START Records to use

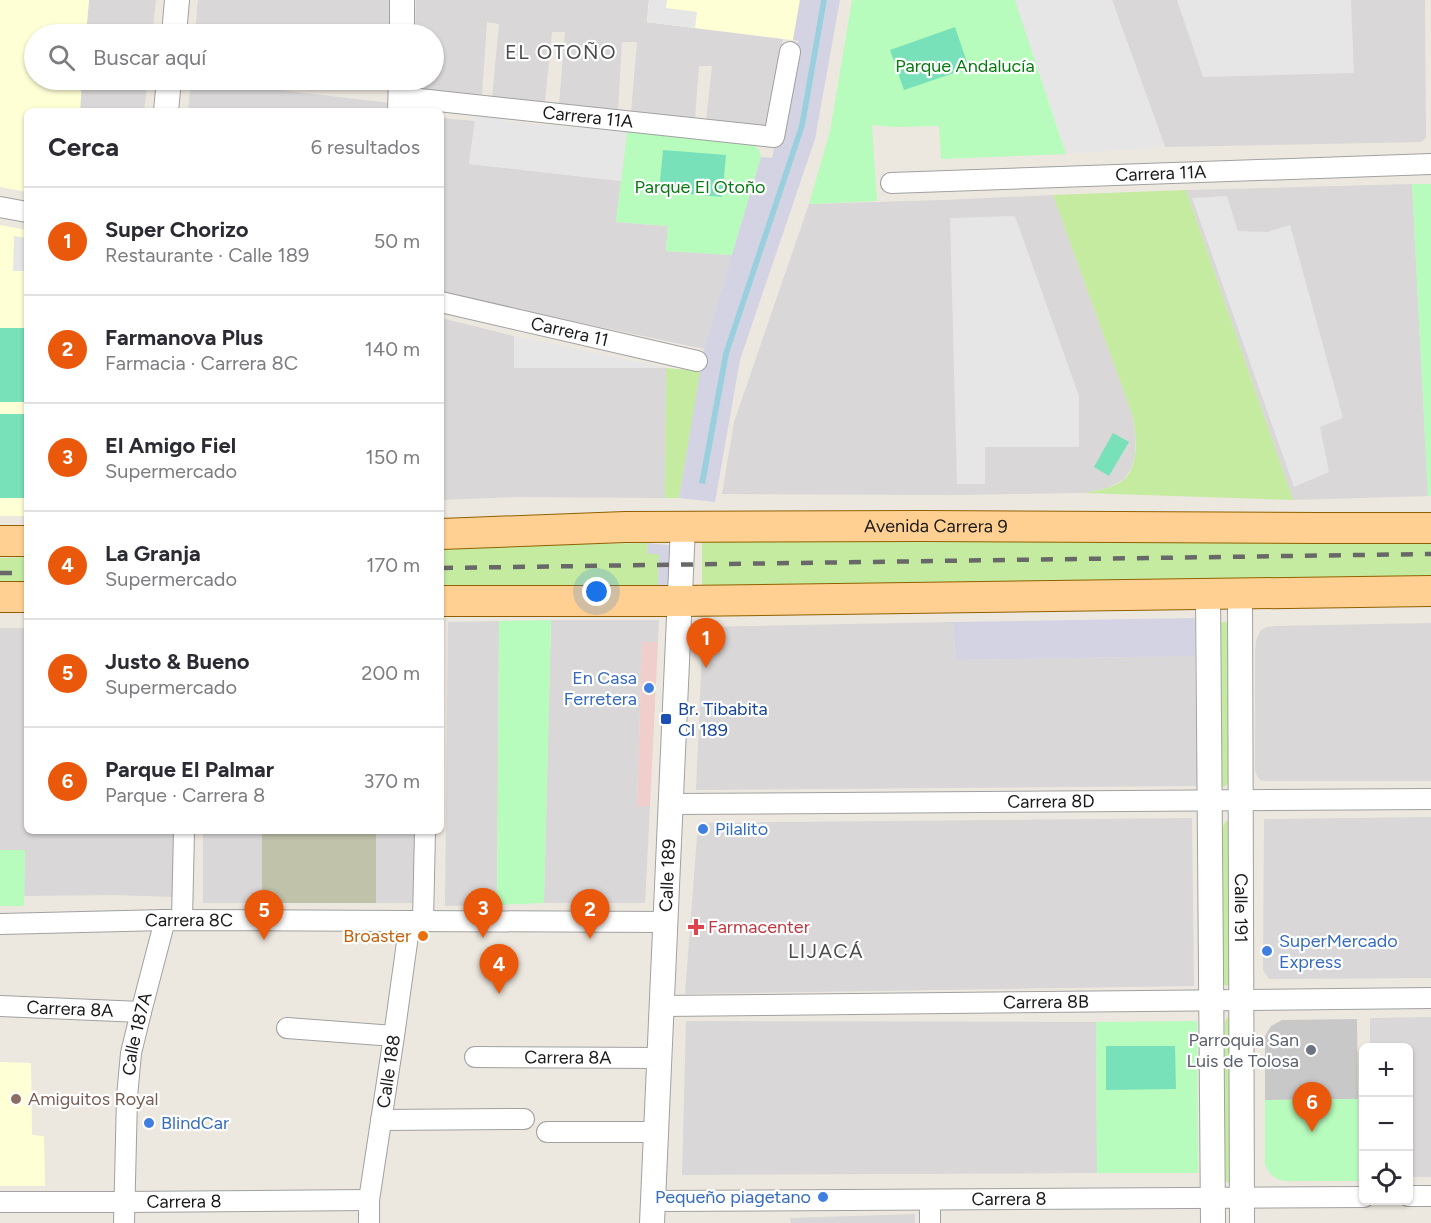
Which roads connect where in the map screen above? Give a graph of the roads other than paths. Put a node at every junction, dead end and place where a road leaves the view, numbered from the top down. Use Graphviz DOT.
graph roads {
  1 [pos="177,0"];
  2 [pos="402,0"];
  3 [pos="175,24"];
  4 [pos="402,24"];
  5 [pos="790,52"];
  6 [pos="168,90"];
  7 [pos="401,96"];
  8 [pos="166,108"];
  9 [pos="1431,164"];
  10 [pos="891,183"];
  11 [pos="0,207"];
  12 [pos="24,211"];
  13 [pos="444,303"];
  14 [pos="697,361"];
  15 [pos="683,527"];
  16 [pos="1431,528"];
  17 [pos="444,534"];
  18 [pos="0,541"];
  19 [pos="24,541"];
  20 [pos="1431,591"];
  21 [pos="1240,593"];
  22 [pos="1208,594"];
  23 [pos="0,597"];
  24 [pos="24,597"];
  25 [pos="444,601"];
  26 [pos="680,601"];
  27 [pos="1431,799"];
  28 [pos="1210,800"];
  29 [pos="1241,800"];
  30 [pos="671,804"];
  31 [pos="184,834"];
  32 [pos="425,834"];
  33 [pos="174,920"];
  34 [pos="417,921"];
  35 [pos="665,922"];
  36 [pos="0,924"];
  37 [pos="1431,998"];
  38 [pos="1242,999"];
  39 [pos="1212,1000"];
  40 [pos="0,1006"];
  41 [pos="662,1006"];
  42 [pos="141,1012"];
  43 [pos="287,1028"];
  44 [pos="394,1036"];
  45 [pos="475,1057"];
  46 [pos="660,1058"];
  47 [pos="381,1119"];
  48 [pos="524,1119"];
  49 [pos="547,1132"];
  50 [pos="656,1132"];
  51 [pos="1413,1196"];
  52 [pos="1431,1196"];
  53 [pos="1359,1197"];
  54 [pos="1213,1198"];
  55 [pos="1242,1198"];
  56 [pos="369,1200"];
  57 [pos="930,1200"];
  58 [pos="0,1202"];
  59 [pos="124,1202"];
  60 [pos="652,1212"];
  61 [pos="124,1223"];
  62 [pos="369,1223"];
  63 [pos="930,1223"];
  64 [pos="1214,1223"];
  65 [pos="1242,1223"];
  1 -- 3 [label="street"];
  2 -- 4 [label="street"];
  5 -- 7 [label="street, Carrera 11A"];
  6 -- 8 [label="street"];
  9 -- 10 [label="street, Carrera 11A"];
  11 -- 12 [label="street"];
  13 -- 14 [label="street, Carrera 11"];
  15 -- 16 [label="main road, Avenida Carrera 9"];
  15 -- 17 [label="main road, Avenida Carrera 9"];
  15 -- 26 [label="street, Calle 189"];
  18 -- 19 [label="main road"];
  20 -- 21 [label="main road"];
  21 -- 22 [label="main road"];
  21 -- 29 [label="street, Calle 191"];
  22 -- 26 [label="main road"];
  22 -- 28 [label="street, Calle 191"];
  23 -- 24 [label="main road"];
  25 -- 26 [label="main road"];
  26 -- 30 [label="street, Calle 189"];
  27 -- 29 [label="street, Carrera 8D"];
  28 -- 29 [label="street, Carrera 8D"];
  28 -- 30 [label="street, Carrera 8D"];
  28 -- 39 [label="street, Calle 191"];
  29 -- 38 [label="street, Calle 191"];
  30 -- 35 [label="street, Calle 189"];
  31 -- 33 [label="street, Calle 187A"];
  32 -- 34 [label="street, Calle 188"];
  33 -- 34 [label="street, Carrera 8C"];
  33 -- 36 [label="street, Carrera 8C"];
  33 -- 42 [label="street, Calle 187A"];
  34 -- 35 [label="street, Carrera 8C"];
  34 -- 44 [label="street, Calle 188"];
  35 -- 41 [label="street, Calle 189"];
  37 -- 38 [label="street, Carrera 8B"];
  38 -- 39 [label="street, Carrera 8B"];
  38 -- 55 [label="street, Calle 191"];
  39 -- 41 [label="street, Carrera 8B"];
  39 -- 54 [label="street, Calle 191"];
  40 -- 42 [label="street, Carrera 8A"];
  41 -- 46 [label="street, Calle 189"];
  42 -- 59 [label="street, Calle 187A"];
  43 -- 44 [label="street"];
  44 -- 47 [label="street, Calle 188"];
  45 -- 46 [label="street, Carrera 8A"];
  46 -- 50 [label="street, Calle 189"];
  47 -- 48 [label="street"];
  47 -- 56 [label="street, Calle 188"];
  49 -- 50 [label="street"];
  50 -- 60 [label="street, Calle 189"];
  51 -- 52 [label="street"];
  53 -- 55 [label="street, Carrera 8"];
  54 -- 55 [label="street, Carrera 8"];
  54 -- 57 [label="street, Carrera 8"];
  54 -- 64 [label="street, Calle 191"];
  55 -- 65 [label="street, Calle 191"];
  56 -- 59 [label="street, Carrera 8"];
  56 -- 62 [label="street, Calle 188"];
  57 -- 60 [label="street, Carrera 8"];
  57 -- 63 [label="street"];
  58 -- 59 [label="street, Carrera 8"];
  59 -- 61 [label="street, Calle 187A"];
}
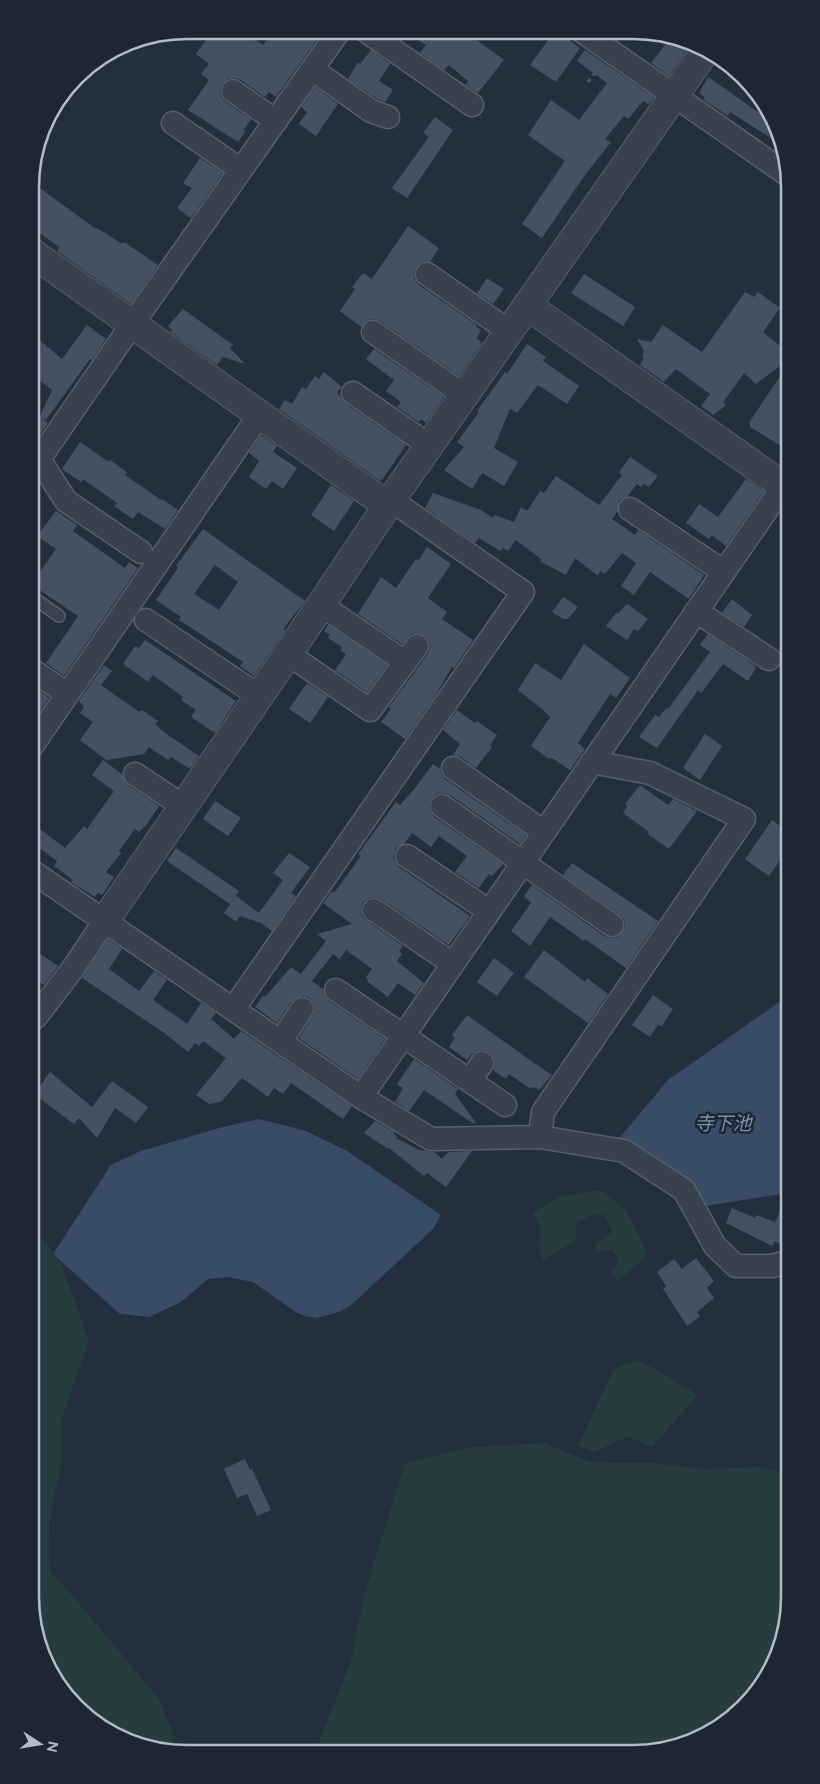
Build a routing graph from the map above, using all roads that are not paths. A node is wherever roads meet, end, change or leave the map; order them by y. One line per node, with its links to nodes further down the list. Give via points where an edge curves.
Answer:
1 (333, 39): 5 (street)
2 (377, 39): 8 (street)
3 (593, 39): 7 (street)
4 (702, 56): 7 (street)
5 (312, 69): 9 (street, via 371,111); 10 (street)
6 (233, 91): 10 (street)
7 (674, 96): 13 (street); 16 (street)
8 (472, 105)
9 (388, 117)
10 (276, 120): 12 (street)
11 (173, 123): 12 (street)
12 (241, 170): 17 (street)
13 (780, 170)
14 (39, 258): 17 (street)
15 (427, 274): 19 (street)
16 (528, 306): 19 (street); 26 (street)
17 (132, 323): 22 (street); 24 (street)
18 (373, 332): 21 (street)
19 (510, 332): 21 (street)
20 (366, 396): 23 (street)
21 (465, 396): 23 (street)
22 (260, 414): 28 (street); 42 (street)
23 (430, 446): 28 (street)
24 (39, 459)
25 (39, 470): 30 (street, via 66,501)
26 (781, 482)
27 (781, 491): 31 (street)
28 (390, 503): 33 (street); 58 (street, via 523,592)
29 (630, 510): 31 (street)
30 (125, 549)
31 (724, 572): 34 (street)
32 (39, 602): 35 (lane)
33 (321, 605): 37 (street); 37 (street, via 411,654 370,710)
34 (696, 612): 38 (street); 43 (street)
35 (59, 616)
36 (146, 620): 41 (street)
37 (288, 654): 41 (street)
38 (769, 659)
39 (39, 675): 40 (street)
40 (64, 692)
41 (259, 696): 46 (street)
42 (39, 736)
43 (592, 762): 48 (street); 65 (street, via 650,773 744,819 543,1112)
44 (453, 768): 48 (street)
45 (136, 774): 46 (street)
46 (183, 806): 54 (street)
47 (442, 806): 50 (street)
48 (544, 832): 50 (street)
49 (407, 856): 53 (street)
50 (523, 863): 53 (street); 55 (street)
51 (39, 876): 54 (street)
52 (374, 910): 56 (street)
53 (489, 911): 56 (street)
54 (104, 922): 58 (street); 60 (street)
55 (612, 925)
56 (453, 964): 61 (street)
57 (336, 990): 61 (street)
58 (234, 1008): 62 (street)
59 (302, 1009): 62 (street)
60 (39, 1013)
61 (404, 1035): 63 (street); 64 (street, via 476,1072)
62 (281, 1042): 63 (street)
63 (361, 1098): 65 (street, via 431,1139)
64 (506, 1105)
65 (540, 1137): 66 (street, via 624,1151 684,1190 715,1246 736,1266)
66 (781, 1264)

END Records to use

*Exercise description:* Please state how many lines of the data hold the string "above", with nothing else in your reply.

*Task solution:* 2